The input:
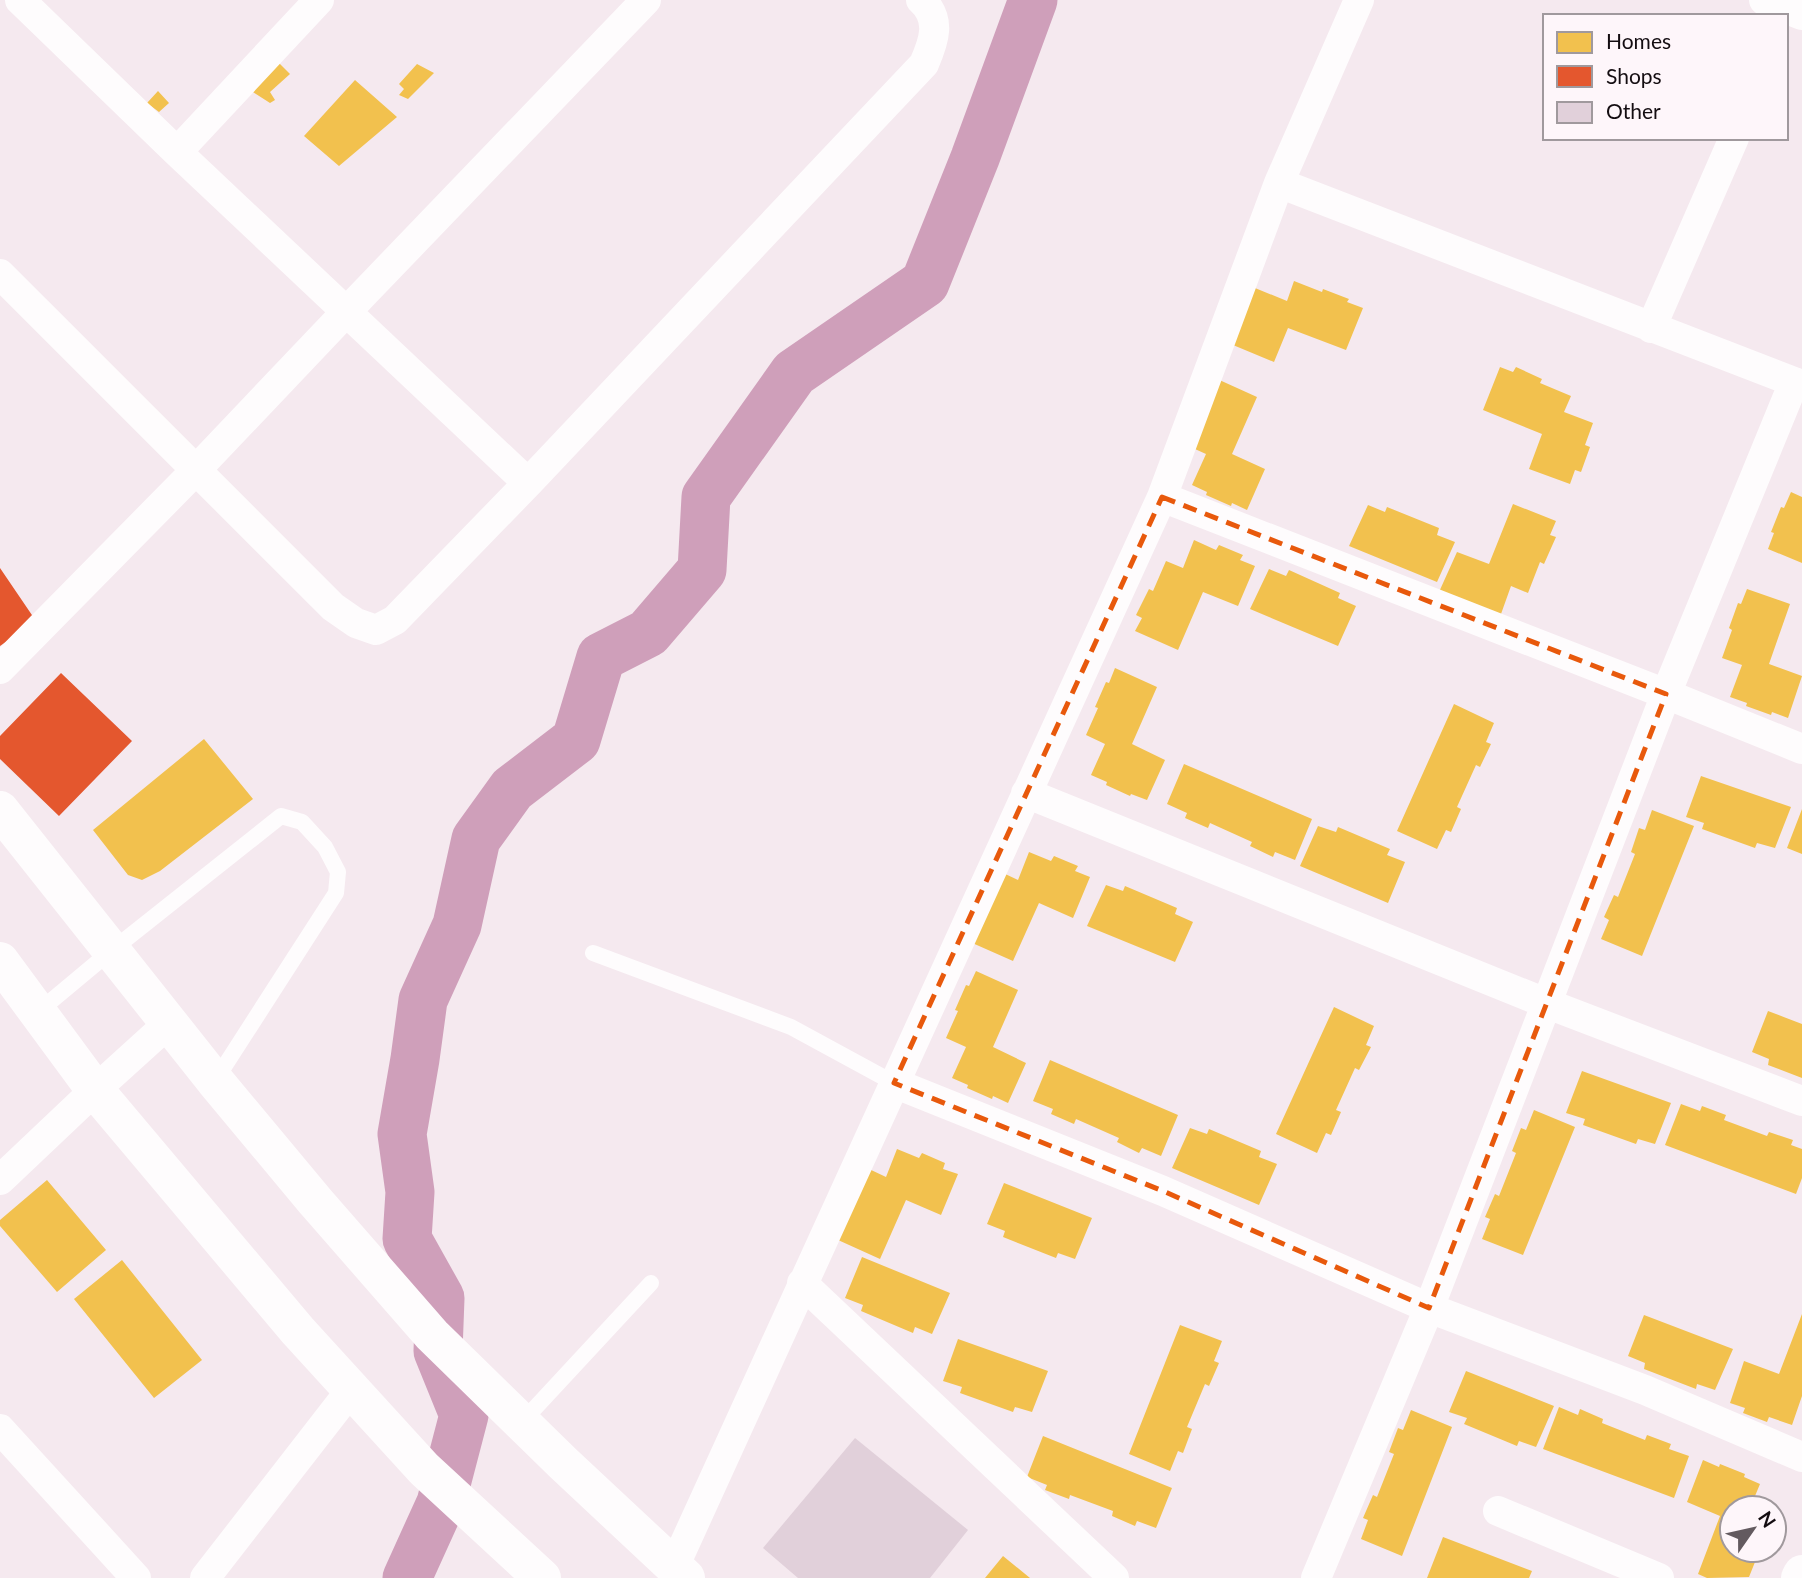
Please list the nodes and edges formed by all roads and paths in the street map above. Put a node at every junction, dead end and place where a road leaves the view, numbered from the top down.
1 (20, 0) edge
2 (319, 0) edge
3 (646, 0) edge
4 (921, 0) edge
5 (1359, 0) edge
6 (1733, 140) edge
7 (177, 152) junction
8 (1279, 183) junction
9 (0, 274) edge
10 (347, 311) junction
11 (1651, 328) junction
12 (1798, 383) edge
13 (195, 471) junction
14 (528, 483) junction
15 (1162, 497) junction
16 (0, 669) edge
17 (1666, 694) junction
18 (1802, 749) edge
19 (1026, 793) junction
20 (0, 810) edge
21 (111, 951) junction
22 (593, 953) dead end
23 (0, 961) edge
24 (1548, 1004) junction
25 (38, 1012) junction
26 (169, 1023) junction
27 (215, 1082) junction
28 (894, 1083) junction
29 (95, 1090) junction
30 (1802, 1101) edge
31 (0, 1181) edge
32 (651, 1283) dead end
33 (802, 1283) junction
34 (1429, 1308) junction
35 (351, 1390) junction
36 (522, 1422) junction
37 (0, 1429) edge
38 (1802, 1457) edge
39 (1498, 1511) dead end
40 (680, 1573) edge
41 (136, 1578) edge
42 (205, 1578) edge
43 (542, 1578) edge
44 (1114, 1578) edge
45 (1316, 1578) edge
46 (1659, 1578) edge

1 - 7 street
2 - 7 street
3 - 10 street
4 - 14 street
5 - 8 street
6 - 11 street
7 - 10 street
8 - 11 street
8 - 15 street
9 - 13 street
10 - 13 street
10 - 14 street
11 - 12 street
12 - 17 street
13 - 14 street
13 - 16 street
15 - 17 street
15 - 19 street
17 - 18 street
17 - 24 street
19 - 24 street
19 - 28 street
20 - 21 main road
21 - 25 lane
21 - 26 main road
21 - 27 lane
22 - 28 lane
23 - 25 main road
24 - 30 street
24 - 34 street
25 - 29 main road
26 - 27 main road
26 - 29 street
27 - 36 main road
28 - 33 street
28 - 34 street
29 - 31 street
29 - 35 main road
32 - 36 lane
33 - 40 street
33 - 44 street
34 - 38 street
34 - 45 street
35 - 42 street
35 - 43 main road
36 - 40 main road
37 - 41 street
39 - 46 street

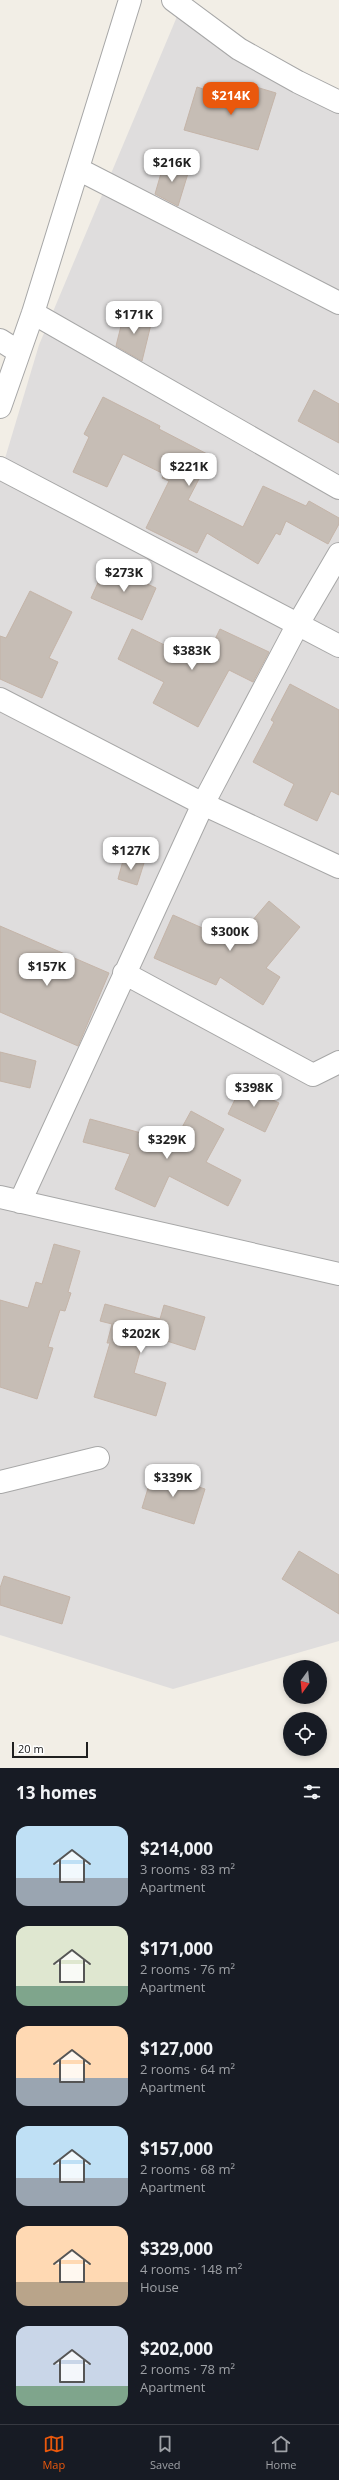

Problem description:
Every line with the string "lane" in the material should be returned.

Your response:
21 - 25 lane
21 - 27 lane
22 - 28 lane
32 - 36 lane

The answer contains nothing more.